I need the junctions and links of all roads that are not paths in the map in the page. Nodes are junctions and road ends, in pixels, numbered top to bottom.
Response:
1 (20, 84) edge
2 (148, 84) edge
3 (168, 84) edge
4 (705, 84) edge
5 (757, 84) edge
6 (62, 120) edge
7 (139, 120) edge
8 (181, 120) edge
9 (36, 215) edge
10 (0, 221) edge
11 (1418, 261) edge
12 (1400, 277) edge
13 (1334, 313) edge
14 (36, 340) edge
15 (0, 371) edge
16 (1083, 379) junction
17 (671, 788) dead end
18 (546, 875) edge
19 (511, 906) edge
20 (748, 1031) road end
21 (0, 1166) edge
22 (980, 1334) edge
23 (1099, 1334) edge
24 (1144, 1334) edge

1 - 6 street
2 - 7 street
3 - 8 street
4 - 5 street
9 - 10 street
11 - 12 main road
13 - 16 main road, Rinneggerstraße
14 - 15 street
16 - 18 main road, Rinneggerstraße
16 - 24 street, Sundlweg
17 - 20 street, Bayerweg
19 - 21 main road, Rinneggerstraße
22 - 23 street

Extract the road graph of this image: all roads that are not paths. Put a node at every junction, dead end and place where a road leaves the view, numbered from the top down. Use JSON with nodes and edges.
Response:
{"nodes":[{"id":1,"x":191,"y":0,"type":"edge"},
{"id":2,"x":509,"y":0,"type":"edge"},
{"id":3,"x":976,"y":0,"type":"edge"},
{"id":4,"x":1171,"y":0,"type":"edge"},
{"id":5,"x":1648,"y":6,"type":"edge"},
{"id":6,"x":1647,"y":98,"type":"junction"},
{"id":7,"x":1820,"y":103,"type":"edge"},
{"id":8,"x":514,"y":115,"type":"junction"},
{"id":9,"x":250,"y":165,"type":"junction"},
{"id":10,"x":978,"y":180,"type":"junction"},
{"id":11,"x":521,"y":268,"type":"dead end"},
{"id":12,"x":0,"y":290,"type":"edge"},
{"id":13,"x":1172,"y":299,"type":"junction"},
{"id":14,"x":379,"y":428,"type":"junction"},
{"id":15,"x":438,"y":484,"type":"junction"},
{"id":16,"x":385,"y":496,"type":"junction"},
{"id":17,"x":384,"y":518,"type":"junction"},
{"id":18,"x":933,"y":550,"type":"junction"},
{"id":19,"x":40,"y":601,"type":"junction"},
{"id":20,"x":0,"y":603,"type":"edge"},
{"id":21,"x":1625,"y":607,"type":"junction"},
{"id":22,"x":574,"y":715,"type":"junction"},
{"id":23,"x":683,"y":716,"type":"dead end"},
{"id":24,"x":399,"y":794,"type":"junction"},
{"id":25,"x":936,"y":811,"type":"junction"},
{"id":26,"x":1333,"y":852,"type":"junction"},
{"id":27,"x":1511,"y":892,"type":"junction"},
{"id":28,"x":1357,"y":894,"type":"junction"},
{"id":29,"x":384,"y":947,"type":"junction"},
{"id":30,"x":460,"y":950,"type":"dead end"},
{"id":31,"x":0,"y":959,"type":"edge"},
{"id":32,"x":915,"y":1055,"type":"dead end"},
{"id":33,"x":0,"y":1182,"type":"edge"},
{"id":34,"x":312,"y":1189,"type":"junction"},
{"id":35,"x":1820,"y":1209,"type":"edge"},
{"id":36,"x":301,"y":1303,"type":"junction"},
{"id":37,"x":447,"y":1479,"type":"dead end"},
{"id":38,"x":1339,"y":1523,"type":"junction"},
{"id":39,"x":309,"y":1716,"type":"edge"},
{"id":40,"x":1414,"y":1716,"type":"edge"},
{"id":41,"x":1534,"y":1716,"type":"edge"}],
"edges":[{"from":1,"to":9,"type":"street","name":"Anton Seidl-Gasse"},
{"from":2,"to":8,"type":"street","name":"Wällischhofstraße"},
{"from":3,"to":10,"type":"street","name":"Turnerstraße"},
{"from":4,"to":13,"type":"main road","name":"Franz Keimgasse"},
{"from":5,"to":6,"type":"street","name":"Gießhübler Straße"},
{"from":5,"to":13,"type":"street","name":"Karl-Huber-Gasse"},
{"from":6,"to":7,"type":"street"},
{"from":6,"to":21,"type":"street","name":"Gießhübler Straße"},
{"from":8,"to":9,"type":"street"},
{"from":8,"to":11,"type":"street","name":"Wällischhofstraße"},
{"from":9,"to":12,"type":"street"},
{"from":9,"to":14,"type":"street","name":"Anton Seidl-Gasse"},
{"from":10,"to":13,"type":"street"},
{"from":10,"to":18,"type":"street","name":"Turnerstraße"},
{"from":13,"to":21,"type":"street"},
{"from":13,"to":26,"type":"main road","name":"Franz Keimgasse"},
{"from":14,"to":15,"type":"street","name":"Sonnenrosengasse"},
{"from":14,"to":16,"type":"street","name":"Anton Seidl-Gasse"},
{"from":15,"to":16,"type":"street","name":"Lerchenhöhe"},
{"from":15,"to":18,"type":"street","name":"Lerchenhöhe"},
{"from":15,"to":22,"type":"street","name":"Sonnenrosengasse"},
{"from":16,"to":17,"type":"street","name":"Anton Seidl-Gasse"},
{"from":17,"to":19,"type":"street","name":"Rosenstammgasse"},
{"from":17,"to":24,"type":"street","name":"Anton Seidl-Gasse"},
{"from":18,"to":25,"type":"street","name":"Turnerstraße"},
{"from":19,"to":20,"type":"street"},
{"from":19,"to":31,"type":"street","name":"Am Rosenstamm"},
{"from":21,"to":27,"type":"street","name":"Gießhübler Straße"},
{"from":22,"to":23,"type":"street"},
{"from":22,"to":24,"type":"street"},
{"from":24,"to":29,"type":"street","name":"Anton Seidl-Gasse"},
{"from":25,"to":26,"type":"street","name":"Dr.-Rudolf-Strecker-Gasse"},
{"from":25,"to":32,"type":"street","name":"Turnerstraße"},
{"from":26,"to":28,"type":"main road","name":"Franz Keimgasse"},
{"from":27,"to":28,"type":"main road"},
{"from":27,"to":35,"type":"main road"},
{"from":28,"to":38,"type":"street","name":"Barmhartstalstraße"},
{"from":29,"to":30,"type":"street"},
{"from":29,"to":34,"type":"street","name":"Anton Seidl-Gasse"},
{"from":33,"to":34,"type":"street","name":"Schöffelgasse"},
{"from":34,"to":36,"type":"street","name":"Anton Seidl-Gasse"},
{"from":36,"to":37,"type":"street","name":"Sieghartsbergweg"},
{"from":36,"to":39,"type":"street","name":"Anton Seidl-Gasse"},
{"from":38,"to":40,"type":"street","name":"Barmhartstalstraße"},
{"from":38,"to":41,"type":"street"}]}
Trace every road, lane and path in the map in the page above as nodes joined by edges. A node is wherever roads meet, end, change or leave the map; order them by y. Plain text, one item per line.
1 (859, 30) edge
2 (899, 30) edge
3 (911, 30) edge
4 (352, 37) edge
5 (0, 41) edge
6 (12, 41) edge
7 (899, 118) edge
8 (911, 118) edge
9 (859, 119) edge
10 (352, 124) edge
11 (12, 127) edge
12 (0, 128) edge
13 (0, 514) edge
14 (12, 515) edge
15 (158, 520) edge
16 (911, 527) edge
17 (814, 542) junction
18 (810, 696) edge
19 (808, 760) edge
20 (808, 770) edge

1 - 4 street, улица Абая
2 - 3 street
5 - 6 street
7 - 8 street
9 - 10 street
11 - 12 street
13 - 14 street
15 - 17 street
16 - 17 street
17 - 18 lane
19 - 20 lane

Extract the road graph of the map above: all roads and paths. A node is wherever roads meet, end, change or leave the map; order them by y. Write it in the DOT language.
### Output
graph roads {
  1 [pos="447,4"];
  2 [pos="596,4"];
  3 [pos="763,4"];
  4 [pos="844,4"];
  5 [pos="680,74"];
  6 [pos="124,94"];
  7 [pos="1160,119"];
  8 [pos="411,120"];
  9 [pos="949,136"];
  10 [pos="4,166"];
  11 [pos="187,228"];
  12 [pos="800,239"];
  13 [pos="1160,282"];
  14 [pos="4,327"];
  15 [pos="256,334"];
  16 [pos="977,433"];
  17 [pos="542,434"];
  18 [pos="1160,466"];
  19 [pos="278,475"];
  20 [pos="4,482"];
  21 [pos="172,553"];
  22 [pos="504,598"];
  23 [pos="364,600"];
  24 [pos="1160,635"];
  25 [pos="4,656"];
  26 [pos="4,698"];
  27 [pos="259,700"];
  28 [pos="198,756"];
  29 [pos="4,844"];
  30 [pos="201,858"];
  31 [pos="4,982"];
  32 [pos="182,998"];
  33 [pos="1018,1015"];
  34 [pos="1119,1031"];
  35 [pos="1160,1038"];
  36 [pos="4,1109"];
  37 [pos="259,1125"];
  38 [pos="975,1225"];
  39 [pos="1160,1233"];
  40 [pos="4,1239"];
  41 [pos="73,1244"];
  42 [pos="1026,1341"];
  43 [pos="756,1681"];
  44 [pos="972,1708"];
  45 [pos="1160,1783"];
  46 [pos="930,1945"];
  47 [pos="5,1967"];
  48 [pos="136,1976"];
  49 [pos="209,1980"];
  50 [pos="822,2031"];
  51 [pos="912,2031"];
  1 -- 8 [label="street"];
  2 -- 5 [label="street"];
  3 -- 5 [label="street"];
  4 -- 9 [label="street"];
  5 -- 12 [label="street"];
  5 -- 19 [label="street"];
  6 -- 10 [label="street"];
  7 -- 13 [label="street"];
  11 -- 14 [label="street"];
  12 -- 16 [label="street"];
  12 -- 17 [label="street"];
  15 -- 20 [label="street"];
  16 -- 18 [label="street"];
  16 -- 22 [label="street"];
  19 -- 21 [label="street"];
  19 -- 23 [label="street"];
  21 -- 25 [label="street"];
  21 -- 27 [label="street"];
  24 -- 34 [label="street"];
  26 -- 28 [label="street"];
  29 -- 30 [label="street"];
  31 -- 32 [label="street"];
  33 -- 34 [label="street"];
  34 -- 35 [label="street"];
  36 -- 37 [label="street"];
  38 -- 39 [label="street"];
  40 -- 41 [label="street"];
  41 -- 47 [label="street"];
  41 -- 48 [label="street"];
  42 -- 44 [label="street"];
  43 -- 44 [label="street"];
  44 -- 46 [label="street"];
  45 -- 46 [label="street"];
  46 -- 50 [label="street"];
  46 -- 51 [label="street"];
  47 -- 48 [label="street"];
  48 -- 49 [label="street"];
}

## Action item
Respond with the count of lines above holding the string "page", and leave out everything else.

## Output below
2